Sec. 4792. Recommendation to Fill Vacancy. If, within five days after a vacancy occurs in the membership of a board of deputy state supervisors and inspectors, the executive committee of the party entitled to the appointment to fill such vacancy recommends a qualified person to the state supervisor and inspector, he shall appoint such person to fill such vacancy for the unexpired term. If no such recommendation is made, the state supervisor and inspector shall make the appointment as provided in this chapter.

History :-89 v. 455; 90 v. 263; 93 v. 364;.97 v. 218; 98 v. 288.

Sec. 4793. How Rightful Committee Determined. When recommendations are made to the state supervisor and inspector for appointment to new terms or to fill vacancies in the office of deputy state supervisor and inspector by more than one committee, each claiming to be the rightful executive committee of a political party entitled to recommend qualified persons for appointment on such board, the state supervisor and inspector, before making any such

appointment, shall notify the chairman of the state central committee of the political party entitled to such appointment and shall recognize that committee as the rightful executive committee which such state central committee shall certify to be the rightful committee of such party. If such committee fails to make such certification for ten days from the giving of such notice, the state supervisor and inspector shall determine which of such disputing bodies or committees is the rightful committee of such party, and shall make the appointment, as provided in this chapter.

History :-89 v. 455; 90 v. 263; 93 v. 364; 97 v. 218; 98 v. 288.

Sec. 4794. Organization of Board.. Biennially, within five days after such appointments are made, the deputy state supervisors and inspectors shall meet and organize by selecting one of their number as chief deputy, who shall preside at all meetings, and two resident electors of the county, other than members of the board, as clerk and deputy clerk, respectively, all of which officers shall continue in office for two years.

History :-89 v. 455; 90 v. 263; 93 v. 364; 97 v. 218; 98 v. 288.

The positions of members of the board of deputy state supervisors and inspectors of elections and that of deputy clerk of the same board are incompatible, and may not be held by the same person at the same time because the clerk and deputy clerk of such board, under the provisions of Sec. 4794 G. C., must be two resident electors of the county other than members of the board. Op. Atty. Gen. (1921), p. 848.
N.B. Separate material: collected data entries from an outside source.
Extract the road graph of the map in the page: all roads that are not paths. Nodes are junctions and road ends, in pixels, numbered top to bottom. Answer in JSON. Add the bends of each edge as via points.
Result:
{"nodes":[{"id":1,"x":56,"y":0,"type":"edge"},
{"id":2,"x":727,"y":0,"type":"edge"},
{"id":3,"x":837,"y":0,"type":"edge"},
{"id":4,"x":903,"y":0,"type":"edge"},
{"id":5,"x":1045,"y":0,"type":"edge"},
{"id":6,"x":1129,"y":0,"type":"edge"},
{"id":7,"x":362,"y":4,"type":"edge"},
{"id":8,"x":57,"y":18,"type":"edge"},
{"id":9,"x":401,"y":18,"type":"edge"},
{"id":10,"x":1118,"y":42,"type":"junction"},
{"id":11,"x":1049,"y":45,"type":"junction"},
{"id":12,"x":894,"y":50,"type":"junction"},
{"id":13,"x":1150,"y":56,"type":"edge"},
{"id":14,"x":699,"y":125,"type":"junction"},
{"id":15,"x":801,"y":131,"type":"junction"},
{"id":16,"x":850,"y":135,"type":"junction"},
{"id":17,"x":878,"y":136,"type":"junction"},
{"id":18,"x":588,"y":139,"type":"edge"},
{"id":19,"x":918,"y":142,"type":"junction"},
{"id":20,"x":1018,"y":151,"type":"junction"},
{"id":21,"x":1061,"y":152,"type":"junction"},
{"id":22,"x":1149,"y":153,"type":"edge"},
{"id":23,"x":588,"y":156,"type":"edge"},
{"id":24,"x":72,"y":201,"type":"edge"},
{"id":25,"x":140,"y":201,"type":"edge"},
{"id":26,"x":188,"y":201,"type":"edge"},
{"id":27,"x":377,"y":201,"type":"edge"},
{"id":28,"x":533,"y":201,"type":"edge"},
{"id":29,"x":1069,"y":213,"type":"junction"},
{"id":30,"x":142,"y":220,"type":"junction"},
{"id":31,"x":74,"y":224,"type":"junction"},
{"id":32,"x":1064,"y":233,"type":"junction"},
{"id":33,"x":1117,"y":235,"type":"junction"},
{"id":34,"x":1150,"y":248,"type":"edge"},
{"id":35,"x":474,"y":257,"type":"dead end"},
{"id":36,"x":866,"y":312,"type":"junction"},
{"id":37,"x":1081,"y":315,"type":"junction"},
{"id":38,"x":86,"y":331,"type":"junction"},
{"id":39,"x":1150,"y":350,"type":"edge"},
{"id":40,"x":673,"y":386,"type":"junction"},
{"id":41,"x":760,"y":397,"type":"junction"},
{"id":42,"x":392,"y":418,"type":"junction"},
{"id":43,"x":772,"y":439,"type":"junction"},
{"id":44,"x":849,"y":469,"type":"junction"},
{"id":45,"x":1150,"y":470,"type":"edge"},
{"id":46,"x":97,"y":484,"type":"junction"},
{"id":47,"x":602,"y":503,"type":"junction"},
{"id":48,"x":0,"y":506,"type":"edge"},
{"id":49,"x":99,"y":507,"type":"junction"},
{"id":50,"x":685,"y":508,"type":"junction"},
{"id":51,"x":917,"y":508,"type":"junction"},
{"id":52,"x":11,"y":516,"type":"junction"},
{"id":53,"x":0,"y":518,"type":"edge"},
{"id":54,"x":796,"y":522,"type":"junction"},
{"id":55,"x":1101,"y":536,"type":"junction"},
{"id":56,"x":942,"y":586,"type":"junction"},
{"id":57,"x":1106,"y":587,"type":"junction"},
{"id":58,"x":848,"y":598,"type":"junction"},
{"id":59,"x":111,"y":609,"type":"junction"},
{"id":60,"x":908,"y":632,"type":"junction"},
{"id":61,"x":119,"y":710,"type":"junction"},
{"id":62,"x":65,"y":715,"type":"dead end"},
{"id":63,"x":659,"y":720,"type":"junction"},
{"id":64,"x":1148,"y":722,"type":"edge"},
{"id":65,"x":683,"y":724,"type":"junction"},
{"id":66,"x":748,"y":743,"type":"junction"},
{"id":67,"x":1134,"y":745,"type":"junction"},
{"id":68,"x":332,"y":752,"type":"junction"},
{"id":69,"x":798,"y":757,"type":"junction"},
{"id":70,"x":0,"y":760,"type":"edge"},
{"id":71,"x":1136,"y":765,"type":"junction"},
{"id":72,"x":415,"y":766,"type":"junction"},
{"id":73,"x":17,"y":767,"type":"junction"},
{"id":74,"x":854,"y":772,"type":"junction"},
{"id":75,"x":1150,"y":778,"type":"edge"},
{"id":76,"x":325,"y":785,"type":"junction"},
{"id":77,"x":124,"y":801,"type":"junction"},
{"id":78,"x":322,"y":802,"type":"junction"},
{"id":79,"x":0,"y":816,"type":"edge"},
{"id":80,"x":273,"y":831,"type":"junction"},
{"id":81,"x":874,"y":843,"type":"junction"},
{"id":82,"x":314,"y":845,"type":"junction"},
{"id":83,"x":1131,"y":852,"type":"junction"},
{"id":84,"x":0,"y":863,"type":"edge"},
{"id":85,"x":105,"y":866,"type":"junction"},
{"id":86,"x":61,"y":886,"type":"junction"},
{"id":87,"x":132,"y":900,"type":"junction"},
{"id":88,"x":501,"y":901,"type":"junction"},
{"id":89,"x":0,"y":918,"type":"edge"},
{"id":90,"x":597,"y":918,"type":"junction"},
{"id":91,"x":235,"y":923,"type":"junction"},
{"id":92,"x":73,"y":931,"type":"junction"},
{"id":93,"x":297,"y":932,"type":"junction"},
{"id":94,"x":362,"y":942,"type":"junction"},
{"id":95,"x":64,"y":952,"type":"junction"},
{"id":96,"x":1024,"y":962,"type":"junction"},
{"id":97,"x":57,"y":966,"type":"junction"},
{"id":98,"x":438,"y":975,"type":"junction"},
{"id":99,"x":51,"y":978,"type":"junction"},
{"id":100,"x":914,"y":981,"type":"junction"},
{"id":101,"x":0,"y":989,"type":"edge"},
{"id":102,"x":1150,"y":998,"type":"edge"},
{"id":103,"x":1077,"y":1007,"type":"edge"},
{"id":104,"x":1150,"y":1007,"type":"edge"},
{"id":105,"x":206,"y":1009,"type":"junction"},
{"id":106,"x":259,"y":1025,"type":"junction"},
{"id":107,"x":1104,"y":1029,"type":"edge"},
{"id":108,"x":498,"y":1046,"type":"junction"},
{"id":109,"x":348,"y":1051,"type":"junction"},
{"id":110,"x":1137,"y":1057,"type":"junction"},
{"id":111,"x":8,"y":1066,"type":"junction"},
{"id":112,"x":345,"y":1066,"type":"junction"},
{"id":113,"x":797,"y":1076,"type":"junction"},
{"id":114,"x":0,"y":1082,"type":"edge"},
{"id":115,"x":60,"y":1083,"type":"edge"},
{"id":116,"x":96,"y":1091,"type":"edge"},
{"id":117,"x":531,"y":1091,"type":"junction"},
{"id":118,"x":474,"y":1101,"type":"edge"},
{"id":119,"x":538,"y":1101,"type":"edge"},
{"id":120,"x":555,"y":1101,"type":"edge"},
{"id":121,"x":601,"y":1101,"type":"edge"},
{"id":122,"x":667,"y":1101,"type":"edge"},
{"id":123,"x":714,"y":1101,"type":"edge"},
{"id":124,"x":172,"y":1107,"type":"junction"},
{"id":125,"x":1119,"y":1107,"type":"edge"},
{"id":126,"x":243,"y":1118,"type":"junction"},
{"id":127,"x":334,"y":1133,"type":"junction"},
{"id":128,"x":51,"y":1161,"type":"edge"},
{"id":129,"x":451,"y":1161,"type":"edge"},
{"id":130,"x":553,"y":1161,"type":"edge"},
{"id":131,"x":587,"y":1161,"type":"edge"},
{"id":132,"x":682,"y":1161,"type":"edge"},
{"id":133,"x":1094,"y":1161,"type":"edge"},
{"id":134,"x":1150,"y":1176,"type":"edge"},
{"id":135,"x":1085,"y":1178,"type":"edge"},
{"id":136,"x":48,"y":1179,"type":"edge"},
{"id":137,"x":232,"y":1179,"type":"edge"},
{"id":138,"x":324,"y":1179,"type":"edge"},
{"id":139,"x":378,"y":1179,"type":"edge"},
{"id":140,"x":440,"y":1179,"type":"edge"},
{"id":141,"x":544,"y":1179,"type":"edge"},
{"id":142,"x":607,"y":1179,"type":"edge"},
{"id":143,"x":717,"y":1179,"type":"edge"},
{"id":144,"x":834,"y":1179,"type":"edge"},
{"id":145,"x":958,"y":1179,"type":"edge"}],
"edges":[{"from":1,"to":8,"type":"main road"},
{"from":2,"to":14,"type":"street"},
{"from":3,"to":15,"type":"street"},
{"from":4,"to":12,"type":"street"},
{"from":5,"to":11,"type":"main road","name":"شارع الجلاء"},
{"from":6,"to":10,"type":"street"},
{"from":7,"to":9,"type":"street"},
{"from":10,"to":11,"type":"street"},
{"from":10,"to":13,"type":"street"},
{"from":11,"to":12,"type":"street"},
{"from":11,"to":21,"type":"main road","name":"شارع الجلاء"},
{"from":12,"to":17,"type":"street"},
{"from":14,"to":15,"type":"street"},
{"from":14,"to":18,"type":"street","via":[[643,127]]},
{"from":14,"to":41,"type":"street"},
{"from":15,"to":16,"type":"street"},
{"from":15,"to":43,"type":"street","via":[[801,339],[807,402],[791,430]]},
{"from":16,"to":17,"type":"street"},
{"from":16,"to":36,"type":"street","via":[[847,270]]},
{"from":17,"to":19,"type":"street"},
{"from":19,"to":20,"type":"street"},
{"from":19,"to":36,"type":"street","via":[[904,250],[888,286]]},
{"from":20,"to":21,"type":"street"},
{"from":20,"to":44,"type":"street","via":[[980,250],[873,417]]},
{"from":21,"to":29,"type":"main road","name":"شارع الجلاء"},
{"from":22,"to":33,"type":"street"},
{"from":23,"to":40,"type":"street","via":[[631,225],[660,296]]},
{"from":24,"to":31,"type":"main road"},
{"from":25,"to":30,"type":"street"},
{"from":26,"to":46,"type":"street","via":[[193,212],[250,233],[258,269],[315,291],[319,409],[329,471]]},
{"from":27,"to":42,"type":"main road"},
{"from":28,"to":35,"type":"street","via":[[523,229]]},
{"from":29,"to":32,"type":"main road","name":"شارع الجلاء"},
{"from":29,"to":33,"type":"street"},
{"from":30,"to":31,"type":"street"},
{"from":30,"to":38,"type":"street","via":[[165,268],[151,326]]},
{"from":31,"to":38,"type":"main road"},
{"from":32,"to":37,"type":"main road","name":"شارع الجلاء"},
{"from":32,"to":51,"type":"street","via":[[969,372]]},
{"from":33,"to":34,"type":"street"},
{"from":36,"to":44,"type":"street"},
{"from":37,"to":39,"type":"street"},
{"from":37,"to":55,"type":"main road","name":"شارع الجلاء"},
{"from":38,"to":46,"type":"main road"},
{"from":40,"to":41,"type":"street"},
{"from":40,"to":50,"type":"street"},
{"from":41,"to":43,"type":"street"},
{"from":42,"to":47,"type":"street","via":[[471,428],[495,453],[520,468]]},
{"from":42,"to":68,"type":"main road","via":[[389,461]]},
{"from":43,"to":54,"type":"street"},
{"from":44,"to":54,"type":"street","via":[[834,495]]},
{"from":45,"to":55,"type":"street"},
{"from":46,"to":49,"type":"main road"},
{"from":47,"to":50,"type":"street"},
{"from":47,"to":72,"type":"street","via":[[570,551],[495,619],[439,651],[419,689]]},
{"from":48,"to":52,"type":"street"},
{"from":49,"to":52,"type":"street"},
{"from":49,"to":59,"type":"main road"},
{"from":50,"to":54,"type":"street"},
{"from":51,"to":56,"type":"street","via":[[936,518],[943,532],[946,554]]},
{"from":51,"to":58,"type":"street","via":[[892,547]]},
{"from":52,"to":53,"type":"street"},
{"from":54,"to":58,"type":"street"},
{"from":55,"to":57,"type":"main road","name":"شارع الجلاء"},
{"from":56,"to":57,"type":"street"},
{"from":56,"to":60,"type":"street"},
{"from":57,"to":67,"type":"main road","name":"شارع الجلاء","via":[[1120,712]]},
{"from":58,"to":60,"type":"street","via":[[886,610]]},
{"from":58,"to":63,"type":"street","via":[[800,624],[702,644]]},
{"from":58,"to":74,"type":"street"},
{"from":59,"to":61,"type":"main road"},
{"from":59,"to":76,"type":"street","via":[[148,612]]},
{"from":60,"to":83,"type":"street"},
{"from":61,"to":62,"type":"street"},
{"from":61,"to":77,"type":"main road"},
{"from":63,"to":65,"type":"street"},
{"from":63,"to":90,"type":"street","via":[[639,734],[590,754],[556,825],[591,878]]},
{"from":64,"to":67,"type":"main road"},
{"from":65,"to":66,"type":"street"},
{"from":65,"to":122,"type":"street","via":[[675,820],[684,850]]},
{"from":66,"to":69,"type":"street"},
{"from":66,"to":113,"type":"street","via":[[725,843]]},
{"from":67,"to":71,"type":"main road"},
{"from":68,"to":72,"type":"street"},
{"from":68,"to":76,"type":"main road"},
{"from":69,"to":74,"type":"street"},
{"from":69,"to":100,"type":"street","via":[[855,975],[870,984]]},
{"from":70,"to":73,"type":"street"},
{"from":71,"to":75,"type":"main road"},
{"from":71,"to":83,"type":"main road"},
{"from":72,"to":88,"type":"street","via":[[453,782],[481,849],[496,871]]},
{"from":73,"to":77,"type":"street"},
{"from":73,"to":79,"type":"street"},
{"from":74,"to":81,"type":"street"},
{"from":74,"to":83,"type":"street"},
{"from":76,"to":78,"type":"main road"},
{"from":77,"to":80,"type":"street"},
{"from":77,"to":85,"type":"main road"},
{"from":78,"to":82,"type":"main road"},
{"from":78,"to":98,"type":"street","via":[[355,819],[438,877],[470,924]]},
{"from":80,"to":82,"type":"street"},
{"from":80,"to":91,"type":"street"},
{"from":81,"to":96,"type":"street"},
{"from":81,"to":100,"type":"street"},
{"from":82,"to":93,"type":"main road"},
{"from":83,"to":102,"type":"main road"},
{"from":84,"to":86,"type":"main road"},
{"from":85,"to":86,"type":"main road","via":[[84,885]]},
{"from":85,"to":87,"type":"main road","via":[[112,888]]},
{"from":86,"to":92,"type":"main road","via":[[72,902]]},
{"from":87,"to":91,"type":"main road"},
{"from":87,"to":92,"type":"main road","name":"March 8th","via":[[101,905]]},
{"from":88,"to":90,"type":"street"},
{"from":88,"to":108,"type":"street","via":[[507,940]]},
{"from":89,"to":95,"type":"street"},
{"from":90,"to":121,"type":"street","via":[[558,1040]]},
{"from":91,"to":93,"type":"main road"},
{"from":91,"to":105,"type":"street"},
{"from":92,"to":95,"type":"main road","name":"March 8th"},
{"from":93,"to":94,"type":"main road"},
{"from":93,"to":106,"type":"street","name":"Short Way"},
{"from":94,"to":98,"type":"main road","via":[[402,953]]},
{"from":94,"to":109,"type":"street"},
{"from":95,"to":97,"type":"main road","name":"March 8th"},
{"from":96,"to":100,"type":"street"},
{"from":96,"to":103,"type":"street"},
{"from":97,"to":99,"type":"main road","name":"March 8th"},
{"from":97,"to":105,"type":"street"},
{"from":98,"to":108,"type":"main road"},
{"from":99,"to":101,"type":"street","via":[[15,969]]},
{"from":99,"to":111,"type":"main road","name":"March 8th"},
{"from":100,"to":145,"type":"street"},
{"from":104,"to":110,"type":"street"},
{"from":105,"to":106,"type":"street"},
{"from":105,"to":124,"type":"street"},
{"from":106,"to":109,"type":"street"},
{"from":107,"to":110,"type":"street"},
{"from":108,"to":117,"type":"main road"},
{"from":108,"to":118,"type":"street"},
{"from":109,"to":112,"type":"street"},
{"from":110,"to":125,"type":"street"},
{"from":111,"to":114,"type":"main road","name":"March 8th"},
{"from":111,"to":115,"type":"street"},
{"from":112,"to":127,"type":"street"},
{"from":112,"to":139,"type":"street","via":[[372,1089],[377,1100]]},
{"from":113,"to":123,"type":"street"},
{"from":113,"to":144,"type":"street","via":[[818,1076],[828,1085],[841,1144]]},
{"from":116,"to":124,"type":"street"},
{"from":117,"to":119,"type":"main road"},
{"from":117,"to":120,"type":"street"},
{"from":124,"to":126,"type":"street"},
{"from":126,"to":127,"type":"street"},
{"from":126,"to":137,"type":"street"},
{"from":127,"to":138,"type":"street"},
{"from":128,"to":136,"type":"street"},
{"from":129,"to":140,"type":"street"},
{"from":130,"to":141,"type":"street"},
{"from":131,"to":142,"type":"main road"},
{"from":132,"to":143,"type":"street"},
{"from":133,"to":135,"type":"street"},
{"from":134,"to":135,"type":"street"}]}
Sec. 4795. Selection of Clerk and Deputy Clerk. The balloting for such officers shall commence at or before one o'clock, afternoon, of the day of the convening, and at least one ballot shall be taken every twenty minutes until such organization is effected, or five ballots have been cast, as hereinafter provided. The clerk shall first be selected by the votes of at least three members. If, after five ballots, no person shall be agreed upon as clerk, the names of all persons so voted for on the fifth ballot, together with the names of the deputies who nominated them, shall be certified to the state supervisor and inspector, who shall designate therefrom one of such persons to serve as clerk and another such person to serve as deputy clerk. The clerk and .deputy clerk shall be of opposite political parties, and each such officer shall have been nominated by a deputy state supervisor and inspector of the political party to which he belongs.

History:-89 v. 455; 90 v. 263; 93 v. 364; 97 v. 218; 98 v. 288.
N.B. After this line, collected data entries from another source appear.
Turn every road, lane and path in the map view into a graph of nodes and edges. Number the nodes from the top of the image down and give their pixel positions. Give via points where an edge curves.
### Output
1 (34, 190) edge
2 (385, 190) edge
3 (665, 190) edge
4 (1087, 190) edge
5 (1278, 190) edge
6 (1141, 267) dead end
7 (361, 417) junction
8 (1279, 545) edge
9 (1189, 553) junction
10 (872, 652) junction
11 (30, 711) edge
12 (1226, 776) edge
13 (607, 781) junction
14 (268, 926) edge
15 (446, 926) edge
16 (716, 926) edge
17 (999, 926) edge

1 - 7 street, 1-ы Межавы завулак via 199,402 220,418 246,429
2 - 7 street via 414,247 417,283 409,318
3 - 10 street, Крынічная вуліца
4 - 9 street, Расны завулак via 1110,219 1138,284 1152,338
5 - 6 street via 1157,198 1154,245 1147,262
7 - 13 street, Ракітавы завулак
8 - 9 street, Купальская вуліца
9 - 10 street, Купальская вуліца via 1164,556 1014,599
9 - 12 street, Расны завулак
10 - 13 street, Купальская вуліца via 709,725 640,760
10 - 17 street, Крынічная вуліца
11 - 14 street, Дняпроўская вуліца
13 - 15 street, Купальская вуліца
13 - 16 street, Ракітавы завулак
For the term of the secretary of the board of elections under former statutes, see State ex rel. v. Connor, 5 0. C. C. 305, 3 0. C. D. 151.

Sec. 4796. Selection of Chief Deputy. After the selection of the clerk, the chief deputy shall be selected from the deputies of opposite politics to that of the clerk. If, upon the first ballot, no person shall be agreed upon as chief deputy, the deputy of opposite politics to the clerk and having the shortest term to serve shall be chief deputy and preside at all meetings. When such organization is perfected, the clerk shall forth with report it to the state supervisor and inspector.

History:-89 v. 455; 90 v. 263; 93 v. 364; 97 v. 218; 98 v. 288.